*** RAW DATA ***
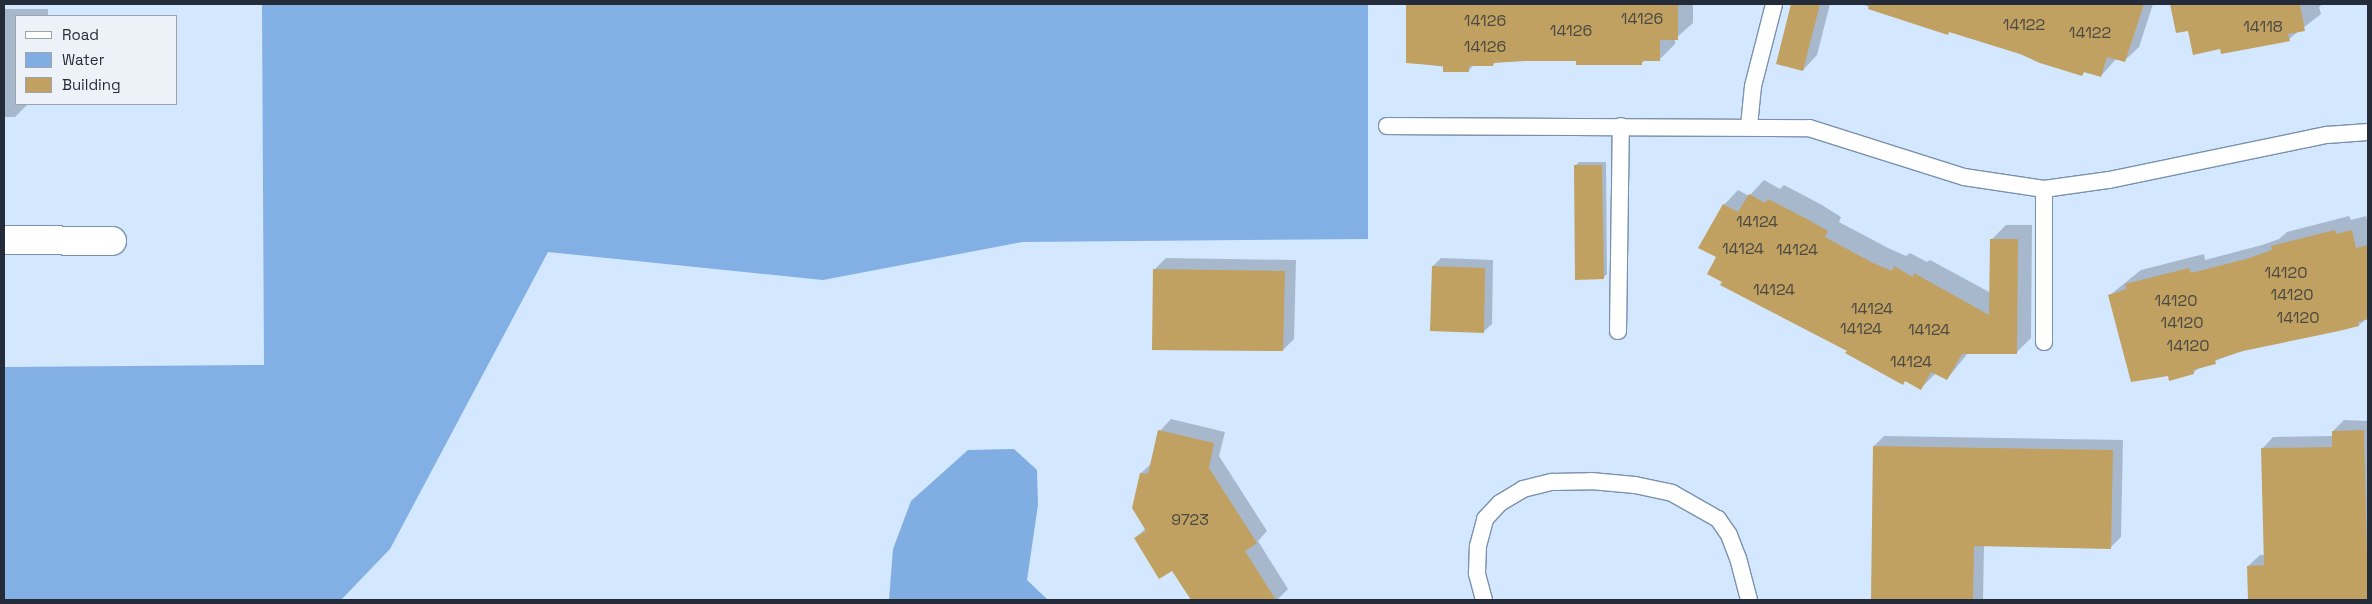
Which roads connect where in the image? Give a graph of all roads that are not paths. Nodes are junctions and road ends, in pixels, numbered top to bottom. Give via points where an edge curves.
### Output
1 (1774, 4) edge
2 (1387, 126) dead end
3 (1621, 126) junction
4 (1749, 126) junction
5 (2368, 132) edge
6 (2044, 189) junction
7 (4, 240) edge
8 (112, 241) dead end
9 (1618, 331) dead end
10 (2044, 342) dead end
11 (1484, 600) edge
12 (1749, 600) edge

1 - 4 lane via 1752,86
2 - 3 lane
3 - 4 lane
3 - 9 lane
4 - 6 lane via 1829,132 1964,177
5 - 6 lane via 2327,135 2072,187
6 - 10 lane
7 - 8 street
11 - 12 lane via 1477,573 1478,546 1485,519 1500,503 1523,489 1552,482 1591,481 1672,493 1718,519 1738,558

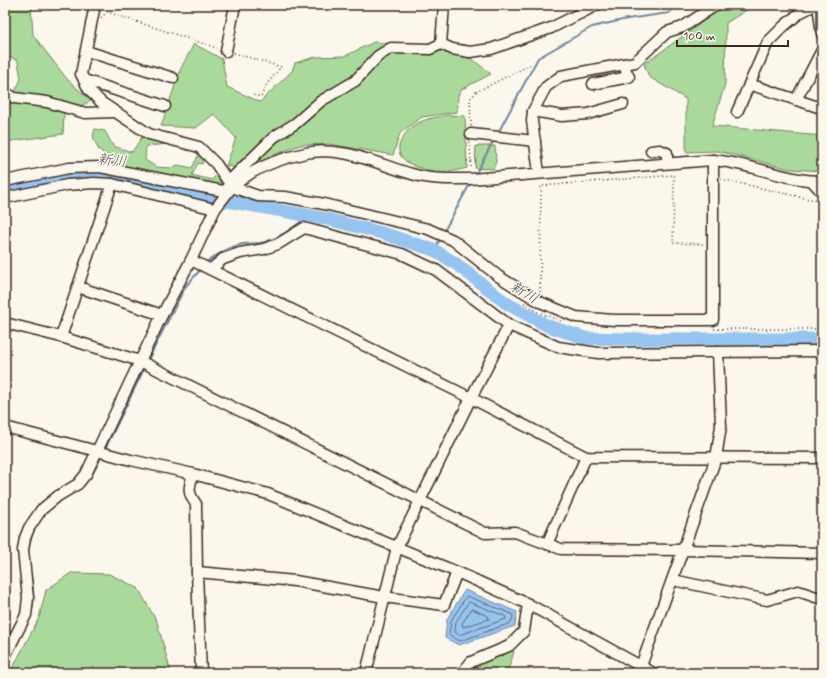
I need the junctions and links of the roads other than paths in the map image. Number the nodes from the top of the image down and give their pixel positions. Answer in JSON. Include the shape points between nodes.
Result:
{"nodes":[{"id":1,"x":95,"y":5,"type":"edge"},
{"id":2,"x":235,"y":5,"type":"edge"},
{"id":3,"x":444,"y":5,"type":"edge"},
{"id":4,"x":597,"y":5,"type":"edge"},
{"id":5,"x":716,"y":5,"type":"edge"},
{"id":6,"x":816,"y":5,"type":"edge"},
{"id":7,"x":822,"y":34,"type":"edge"},
{"id":8,"x":442,"y":44,"type":"junction"},
{"id":9,"x":822,"y":50,"type":"edge"},
{"id":10,"x":86,"y":51,"type":"junction"},
{"id":11,"x":226,"y":51,"type":"road end"},
{"id":12,"x":623,"y":64,"type":"junction"},
{"id":13,"x":172,"y":78,"type":"dead end"},
{"id":14,"x":84,"y":80,"type":"junction"},
{"id":15,"x":593,"y":84,"type":"dead end"},
{"id":16,"x":749,"y":84,"type":"junction"},
{"id":17,"x":5,"y":92,"type":"edge"},
{"id":18,"x":796,"y":100,"type":"junction"},
{"id":19,"x":623,"y":104,"type":"dead end"},
{"id":20,"x":164,"y":106,"type":"dead end"},
{"id":21,"x":818,"y":107,"type":"dead end"},
{"id":22,"x":533,"y":111,"type":"junction"},
{"id":23,"x":115,"y":112,"type":"junction"},
{"id":24,"x":737,"y":112,"type":"dead end"},
{"id":25,"x":471,"y":134,"type":"road end"},
{"id":26,"x":535,"y":141,"type":"junction"},
{"id":27,"x":651,"y":150,"type":"dead end"},
{"id":28,"x":713,"y":160,"type":"junction"},
{"id":29,"x":667,"y":163,"type":"junction"},
{"id":30,"x":539,"y":173,"type":"junction"},
{"id":31,"x":5,"y":181,"type":"edge"},
{"id":32,"x":817,"y":181,"type":"edge"},
{"id":33,"x":112,"y":184,"type":"junction"},
{"id":34,"x":230,"y":184,"type":"junction"},
{"id":35,"x":822,"y":190,"type":"edge"},
{"id":36,"x":5,"y":198,"type":"edge"},
{"id":37,"x":215,"y":209,"type":"junction"},
{"id":38,"x":191,"y":260,"type":"junction"},
{"id":39,"x":211,"y":269,"type":"junction"},
{"id":40,"x":78,"y":287,"type":"junction"},
{"id":41,"x":162,"y":315,"type":"junction"},
{"id":42,"x":5,"y":323,"type":"edge"},
{"id":43,"x":509,"y":326,"type":"junction"},
{"id":44,"x":61,"y":336,"type":"junction"},
{"id":45,"x":822,"y":351,"type":"edge"},
{"id":46,"x":718,"y":352,"type":"junction"},
{"id":47,"x":140,"y":361,"type":"junction"},
{"id":48,"x":471,"y":398,"type":"junction"},
{"id":49,"x":5,"y":427,"type":"edge"},
{"id":50,"x":97,"y":451,"type":"junction"},
{"id":51,"x":586,"y":457,"type":"junction"},
{"id":52,"x":716,"y":458,"type":"junction"},
{"id":53,"x":822,"y":458,"type":"edge"},
{"id":54,"x":193,"y":474,"type":"junction"},
{"id":55,"x":420,"y":501,"type":"junction"},
{"id":56,"x":547,"y":544,"type":"junction"},
{"id":57,"x":397,"y":547,"type":"junction"},
{"id":58,"x":683,"y":550,"type":"junction"},
{"id":59,"x":822,"y":553,"type":"edge"},
{"id":60,"x":197,"y":572,"type":"junction"},
{"id":61,"x":457,"y":572,"type":"junction"},
{"id":62,"x":673,"y":580,"type":"junction"},
{"id":63,"x":384,"y":597,"type":"junction"},
{"id":64,"x":822,"y":599,"type":"edge"},
{"id":65,"x":528,"y":604,"type":"junction"},
{"id":66,"x":5,"y":656,"type":"edge"},
{"id":67,"x":641,"y":666,"type":"junction"},
{"id":68,"x":201,"y":673,"type":"edge"},
{"id":69,"x":366,"y":673,"type":"edge"},
{"id":70,"x":462,"y":673,"type":"edge"},
{"id":71,"x":653,"y":673,"type":"edge"}],
"edges":[{"from":1,"to":10,"type":"street"},
{"from":2,"to":11,"type":"street"},
{"from":3,"to":8,"type":"street"},
{"from":4,"to":8,"type":"street","via":[[546,30],[491,50],[470,52],[452,49]]},
{"from":5,"to":12,"type":"street","via":[[683,26],[667,32],[635,62]]},
{"from":6,"to":7,"type":"street"},
{"from":6,"to":16,"type":"street","via":[[801,12],[768,42]]},
{"from":8,"to":34,"type":"street","via":[[430,49],[391,48],[378,56],[355,81],[321,102],[274,137]]},
{"from":9,"to":18,"type":"street"},
{"from":10,"to":13,"type":"street"},
{"from":10,"to":14,"type":"street","via":[[81,74]]},
{"from":12,"to":15,"type":"street","via":[[629,77]]},
{"from":12,"to":22,"type":"street","via":[[561,76],[546,87]]},
{"from":14,"to":20,"type":"street"},
{"from":14,"to":23,"type":"street","via":[[89,90]]},
{"from":16,"to":18,"type":"street"},
{"from":16,"to":24,"type":"street"},
{"from":17,"to":23,"type":"street","via":[[14,98],[48,102],[85,113]]},
{"from":18,"to":21,"type":"street"},
{"from":19,"to":22,"type":"street","via":[[588,114],[562,116]]},
{"from":22,"to":26,"type":"street"},
{"from":23,"to":34,"type":"street","via":[[149,134],[199,147],[216,164]]},
{"from":25,"to":26,"type":"street"},
{"from":26,"to":30,"type":"street"},
{"from":27,"to":29,"type":"street","via":[[667,153]]},
{"from":28,"to":29,"type":"street"},
{"from":28,"to":32,"type":"street","via":[[731,161]]},
{"from":28,"to":34,"type":"street","via":[[713,320],[614,320],[576,316],[540,302],[498,276],[453,240],[428,229],[324,204],[285,197],[258,196]]},
{"from":29,"to":30,"type":"street"},
{"from":30,"to":34,"type":"street","via":[[470,179],[434,179],[354,155],[308,152],[272,162]]},
{"from":31,"to":34,"type":"street","via":[[69,168],[100,168],[223,191]]},
{"from":32,"to":35,"type":"street"},
{"from":33,"to":36,"type":"street","via":[[67,185]]},
{"from":33,"to":37,"type":"street"},
{"from":33,"to":40,"type":"street"},
{"from":34,"to":37,"type":"street"},
{"from":37,"to":38,"type":"street"},
{"from":38,"to":39,"type":"street"},
{"from":38,"to":41,"type":"street"},
{"from":39,"to":43,"type":"street","via":[[223,259],[278,244],[304,228],[402,254],[436,270]]},
{"from":39,"to":48,"type":"street"},
{"from":40,"to":41,"type":"street"},
{"from":40,"to":44,"type":"street"},
{"from":41,"to":47,"type":"street"},
{"from":42,"to":44,"type":"street"},
{"from":43,"to":46,"type":"street","via":[[558,347],[598,353]]},
{"from":43,"to":48,"type":"street"},
{"from":44,"to":47,"type":"street"},
{"from":45,"to":46,"type":"street"},
{"from":46,"to":52,"type":"street","via":[[721,426]]},
{"from":47,"to":50,"type":"street"},
{"from":47,"to":55,"type":"street"},
{"from":48,"to":51,"type":"street"},
{"from":48,"to":55,"type":"street"},
{"from":49,"to":50,"type":"street"},
{"from":50,"to":54,"type":"street"},
{"from":50,"to":66,"type":"street","via":[[78,484],[41,510],[29,528],[23,550],[28,598],[26,615]]},
{"from":51,"to":52,"type":"street"},
{"from":51,"to":56,"type":"street"},
{"from":52,"to":53,"type":"street"},
{"from":52,"to":58,"type":"street"},
{"from":54,"to":57,"type":"street","via":[[268,494]]},
{"from":54,"to":60,"type":"street","via":[[189,487],[190,496],[196,504]]},
{"from":55,"to":56,"type":"street","via":[[485,533],[514,532]]},
{"from":55,"to":57,"type":"street"},
{"from":56,"to":58,"type":"street","via":[[561,549]]},
{"from":57,"to":61,"type":"street"},
{"from":57,"to":63,"type":"street"},
{"from":58,"to":59,"type":"street"},
{"from":58,"to":62,"type":"street"},
{"from":60,"to":63,"type":"street","via":[[295,581]]},
{"from":60,"to":68,"type":"street"},
{"from":61,"to":63,"type":"street","via":[[444,606]]},
{"from":61,"to":65,"type":"street"},
{"from":62,"to":64,"type":"street","via":[[767,600],[798,591]]},
{"from":62,"to":67,"type":"street"},
{"from":63,"to":69,"type":"street"},
{"from":65,"to":67,"type":"street"},
{"from":65,"to":70,"type":"street","via":[[524,631],[509,646],[471,662]]},
{"from":67,"to":71,"type":"street"}]}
***
## [WHAT YOU SHOULD DO]
Extract from the data every line where "points" shows up.

## [WRITTEN REPLY]
Which roads connect where in the image? Give a graph of all roads that are not paths. Nodes are junctions and road ends, in pixels, numbered top to bottom. Give via points where an edge curves.
I need the junctions and links of the roads other than paths in the map image. Number the nodes from the top of the image down and give their pixel positions. Answer in JSON. Include the shape points between nodes.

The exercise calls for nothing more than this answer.